**MATERIAL SUPPLIED**
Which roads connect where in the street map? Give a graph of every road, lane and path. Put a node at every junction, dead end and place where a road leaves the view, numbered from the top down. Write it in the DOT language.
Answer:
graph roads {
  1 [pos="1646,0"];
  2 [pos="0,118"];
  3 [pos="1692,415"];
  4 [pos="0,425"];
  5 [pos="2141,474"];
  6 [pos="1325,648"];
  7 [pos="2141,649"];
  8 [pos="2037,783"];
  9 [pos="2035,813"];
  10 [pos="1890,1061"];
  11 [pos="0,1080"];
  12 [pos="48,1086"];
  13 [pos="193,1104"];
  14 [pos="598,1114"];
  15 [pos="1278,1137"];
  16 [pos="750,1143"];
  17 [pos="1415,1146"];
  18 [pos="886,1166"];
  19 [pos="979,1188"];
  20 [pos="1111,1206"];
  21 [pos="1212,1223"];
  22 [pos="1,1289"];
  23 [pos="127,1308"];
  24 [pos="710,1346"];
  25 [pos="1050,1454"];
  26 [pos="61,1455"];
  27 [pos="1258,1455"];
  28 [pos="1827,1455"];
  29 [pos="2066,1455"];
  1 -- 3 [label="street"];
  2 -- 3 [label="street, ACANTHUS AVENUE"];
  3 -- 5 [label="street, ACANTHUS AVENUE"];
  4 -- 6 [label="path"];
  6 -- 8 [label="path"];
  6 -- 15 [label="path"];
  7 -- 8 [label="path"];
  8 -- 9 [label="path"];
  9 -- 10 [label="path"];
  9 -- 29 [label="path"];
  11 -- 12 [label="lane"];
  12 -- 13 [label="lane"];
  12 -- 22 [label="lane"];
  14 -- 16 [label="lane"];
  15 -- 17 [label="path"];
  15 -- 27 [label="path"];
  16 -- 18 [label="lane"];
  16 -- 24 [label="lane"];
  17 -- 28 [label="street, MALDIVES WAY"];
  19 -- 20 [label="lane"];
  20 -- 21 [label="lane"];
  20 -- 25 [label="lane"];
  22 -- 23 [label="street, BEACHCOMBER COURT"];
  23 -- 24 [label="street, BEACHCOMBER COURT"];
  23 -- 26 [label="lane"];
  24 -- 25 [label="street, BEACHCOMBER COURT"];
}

**EXERCISE INSTRUCTIONS**
Everything in the records above should be written out again exactly.

**ANSWER FOR THIS EXERCISE**
Which roads connect where in the street map? Give a graph of every road, lane and path. Put a node at every junction, dead end and place where a road leaves the view, numbered from the top down. Write it in the DOT language.
Answer:
graph roads {
  1 [pos="1646,0"];
  2 [pos="0,118"];
  3 [pos="1692,415"];
  4 [pos="0,425"];
  5 [pos="2141,474"];
  6 [pos="1325,648"];
  7 [pos="2141,649"];
  8 [pos="2037,783"];
  9 [pos="2035,813"];
  10 [pos="1890,1061"];
  11 [pos="0,1080"];
  12 [pos="48,1086"];
  13 [pos="193,1104"];
  14 [pos="598,1114"];
  15 [pos="1278,1137"];
  16 [pos="750,1143"];
  17 [pos="1415,1146"];
  18 [pos="886,1166"];
  19 [pos="979,1188"];
  20 [pos="1111,1206"];
  21 [pos="1212,1223"];
  22 [pos="1,1289"];
  23 [pos="127,1308"];
  24 [pos="710,1346"];
  25 [pos="1050,1454"];
  26 [pos="61,1455"];
  27 [pos="1258,1455"];
  28 [pos="1827,1455"];
  29 [pos="2066,1455"];
  1 -- 3 [label="street"];
  2 -- 3 [label="street, ACANTHUS AVENUE"];
  3 -- 5 [label="street, ACANTHUS AVENUE"];
  4 -- 6 [label="path"];
  6 -- 8 [label="path"];
  6 -- 15 [label="path"];
  7 -- 8 [label="path"];
  8 -- 9 [label="path"];
  9 -- 10 [label="path"];
  9 -- 29 [label="path"];
  11 -- 12 [label="lane"];
  12 -- 13 [label="lane"];
  12 -- 22 [label="lane"];
  14 -- 16 [label="lane"];
  15 -- 17 [label="path"];
  15 -- 27 [label="path"];
  16 -- 18 [label="lane"];
  16 -- 24 [label="lane"];
  17 -- 28 [label="street, MALDIVES WAY"];
  19 -- 20 [label="lane"];
  20 -- 21 [label="lane"];
  20 -- 25 [label="lane"];
  22 -- 23 [label="street, BEACHCOMBER COURT"];
  23 -- 24 [label="street, BEACHCOMBER COURT"];
  23 -- 26 [label="lane"];
  24 -- 25 [label="street, BEACHCOMBER COURT"];
}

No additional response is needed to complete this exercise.